What the task asks = When the records are reproduced, each one must match exactly, and no picture may be kept.
=== Exercise input ===
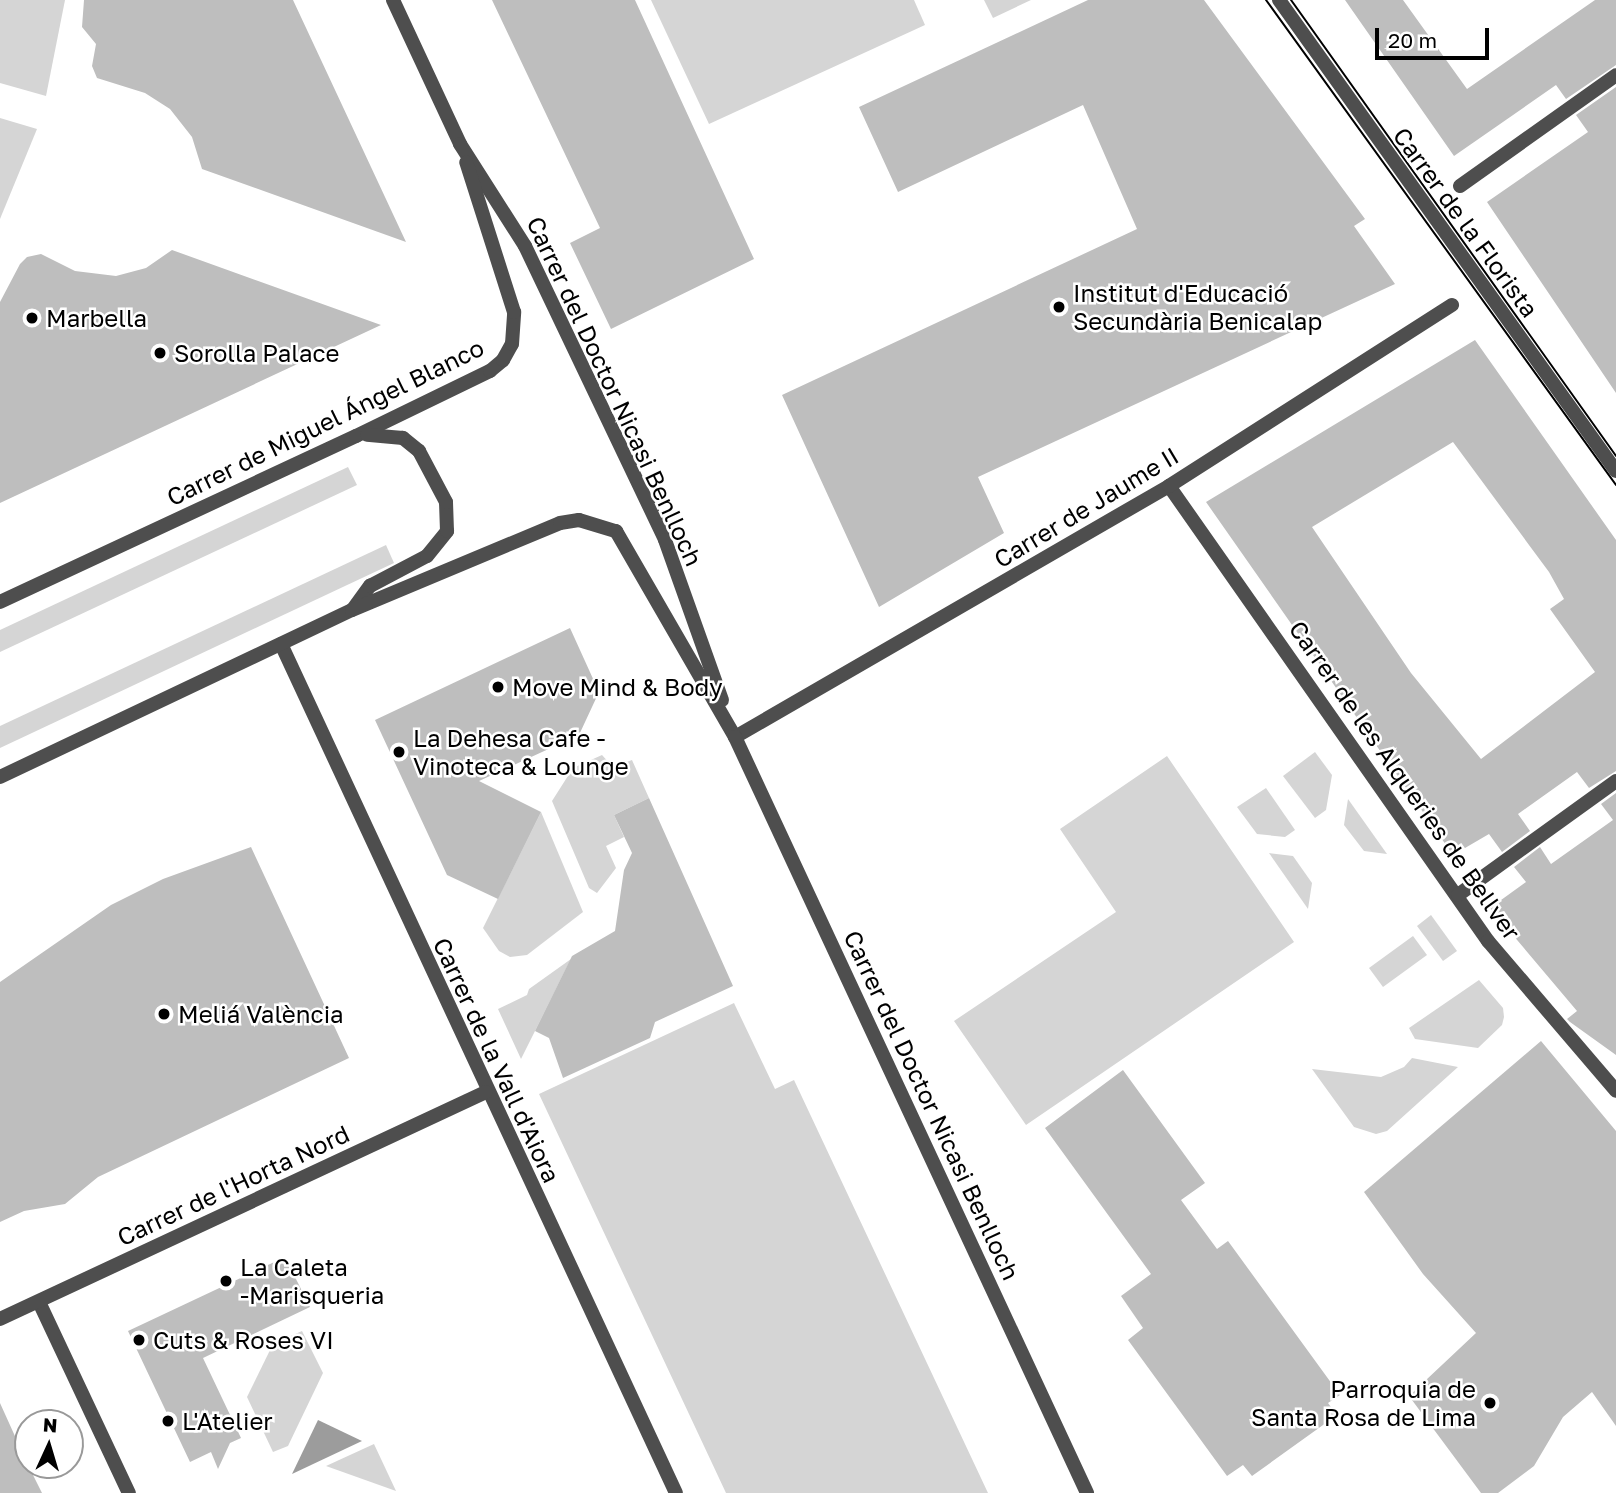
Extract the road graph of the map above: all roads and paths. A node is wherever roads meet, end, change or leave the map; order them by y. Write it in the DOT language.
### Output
graph roads {
  1 [pos="393,0"];
  2 [pos="1279,0"];
  3 [pos="1616,75"];
  4 [pos="460,144"];
  5 [pos="1460,186"];
  6 [pos="1452,305"];
  7 [pos="356,436"];
  8 [pos="1616,471"];
  9 [pos="1169,486"];
  10 [pos="0,602"];
  11 [pos="352,610"];
  12 [pos="281,644"];
  13 [pos="735,737"];
  14 [pos="0,777"];
  15 [pos="1616,781"];
  16 [pos="1458,895"];
  17 [pos="1616,1091"];
  18 [pos="486,1092"];
  19 [pos="39,1302"];
  20 [pos="0,1320"];
  21 [pos="129,1493"];
  22 [pos="676,1493"];
  23 [pos="1087,1493"];
  1 -- 4 [label="street, Carrer del Doctor Nicasi Benlloch"];
  2 -- 8 [label="street, Carrer de la Florista"];
  3 -- 5 [label="street"];
  4 -- 7 [label="street, Carrer de Miguel Ángel Blanco"];
  4 -- 13 [label="street, Carrer del Doctor Nicasi Benlloch"];
  6 -- 9 [label="street, Carrer de Jaume II"];
  7 -- 10 [label="street, Carrer de Miguel Ángel Blanco"];
  7 -- 11 [label="street"];
  9 -- 13 [label="street, Carrer de Jaume II"];
  9 -- 16 [label="street, Carrer de les Alqueries de Bellver"];
  11 -- 12 [label="street"];
  11 -- 13 [label="street, Carrer del Doctor Nicasi Benlloch"];
  12 -- 14 [label="street"];
  12 -- 18 [label="street, Carrer de la Vall d'Aiora"];
  13 -- 23 [label="street, Carrer del Doctor Nicasi Benlloch"];
  15 -- 16 [label="street"];
  16 -- 17 [label="street, Carrer de les Alqueries de Bellver"];
  18 -- 19 [label="street, Carrer de l'Horta Nord"];
  18 -- 22 [label="street, Carrer de la Vall d'Aiora"];
  19 -- 20 [label="street, Carrer de l'Horta Nord"];
  19 -- 21 [label="street"];
}
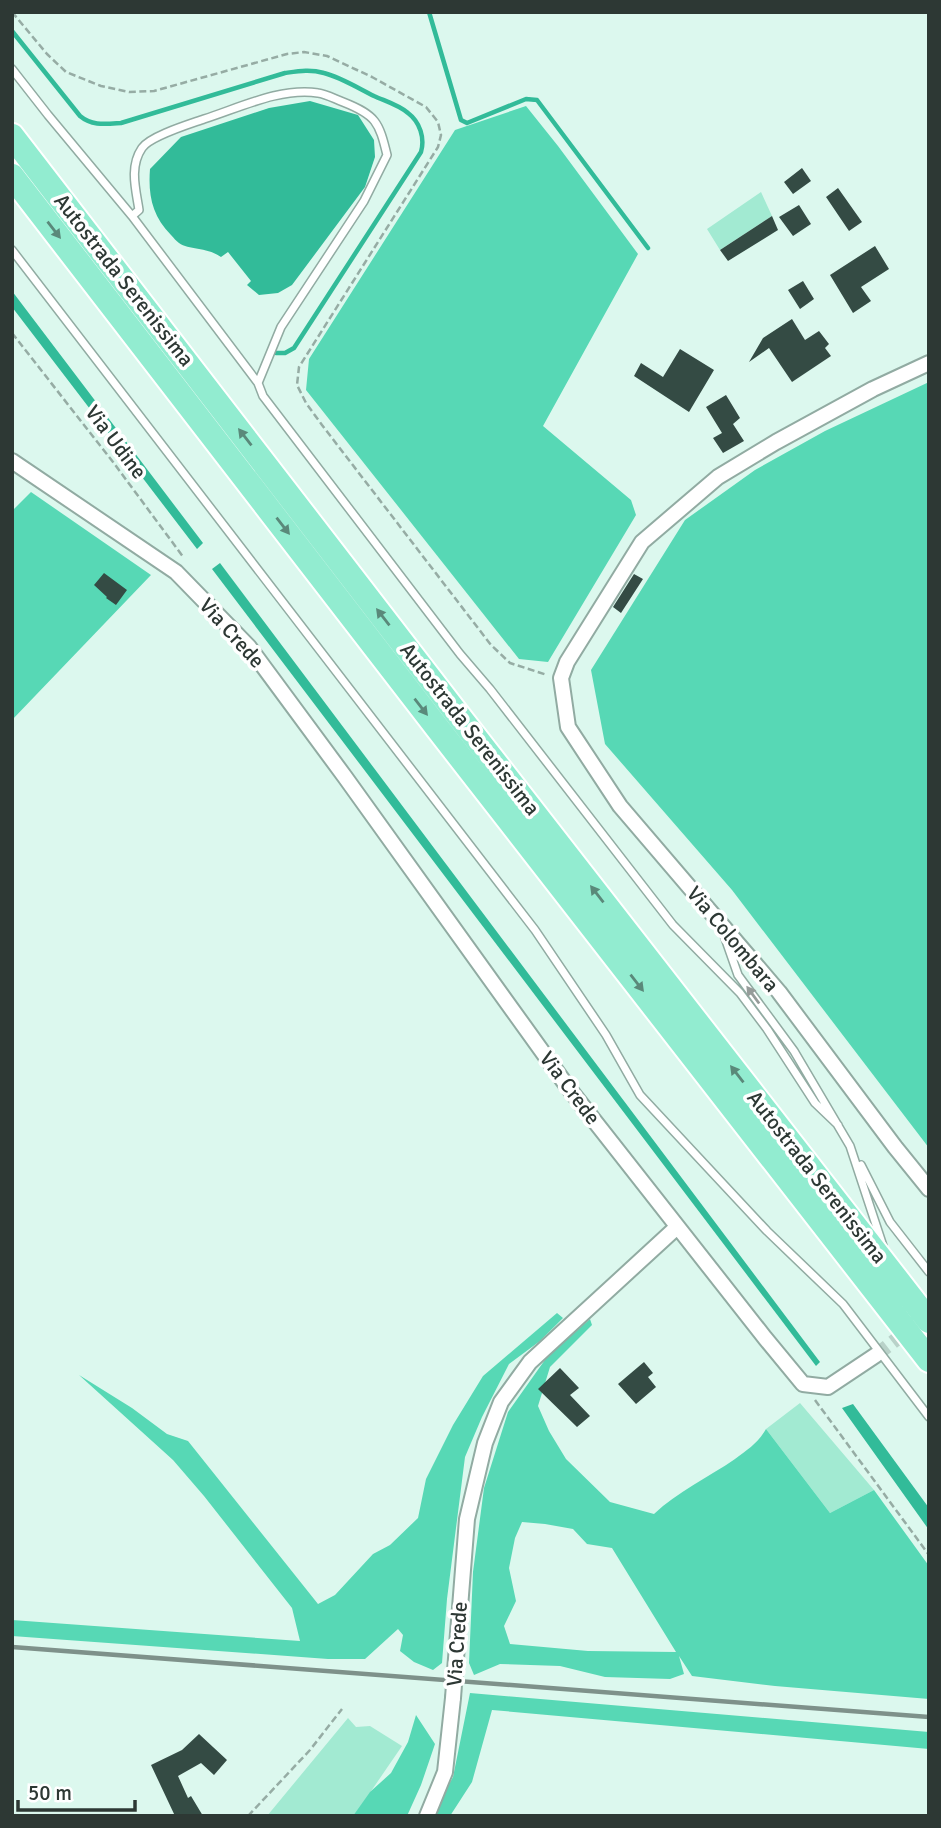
===
Finished task =
Extract the road graph of the map above: all roads and paths. A node is wherever roads meet, end, change or leave the map; order them by y. Write it in the DOT language.
### Output
graph roads {
  1 [pos="393,0"];
  2 [pos="1279,0"];
  3 [pos="1616,75"];
  4 [pos="460,144"];
  5 [pos="1460,186"];
  6 [pos="1452,305"];
  7 [pos="356,436"];
  8 [pos="1616,471"];
  9 [pos="1169,486"];
  10 [pos="0,602"];
  11 [pos="352,610"];
  12 [pos="281,644"];
  13 [pos="735,737"];
  14 [pos="0,777"];
  15 [pos="1616,781"];
  16 [pos="1458,895"];
  17 [pos="1616,1091"];
  18 [pos="486,1092"];
  19 [pos="39,1302"];
  20 [pos="0,1320"];
  21 [pos="129,1493"];
  22 [pos="676,1493"];
  23 [pos="1087,1493"];
  1 -- 4 [label="street, Carrer del Doctor Nicasi Benlloch"];
  2 -- 8 [label="street, Carrer de la Florista"];
  3 -- 5 [label="street"];
  4 -- 7 [label="street, Carrer de Miguel Ángel Blanco"];
  4 -- 13 [label="street, Carrer del Doctor Nicasi Benlloch"];
  6 -- 9 [label="street, Carrer de Jaume II"];
  7 -- 10 [label="street, Carrer de Miguel Ángel Blanco"];
  7 -- 11 [label="street"];
  9 -- 13 [label="street, Carrer de Jaume II"];
  9 -- 16 [label="street, Carrer de les Alqueries de Bellver"];
  11 -- 12 [label="street"];
  11 -- 13 [label="street, Carrer del Doctor Nicasi Benlloch"];
  12 -- 14 [label="street"];
  12 -- 18 [label="street, Carrer de la Vall d'Aiora"];
  13 -- 23 [label="street, Carrer del Doctor Nicasi Benlloch"];
  15 -- 16 [label="street"];
  16 -- 17 [label="street, Carrer de les Alqueries de Bellver"];
  18 -- 19 [label="street, Carrer de l'Horta Nord"];
  18 -- 22 [label="street, Carrer de la Vall d'Aiora"];
  19 -- 20 [label="street, Carrer de l'Horta Nord"];
  19 -- 21 [label="street"];
}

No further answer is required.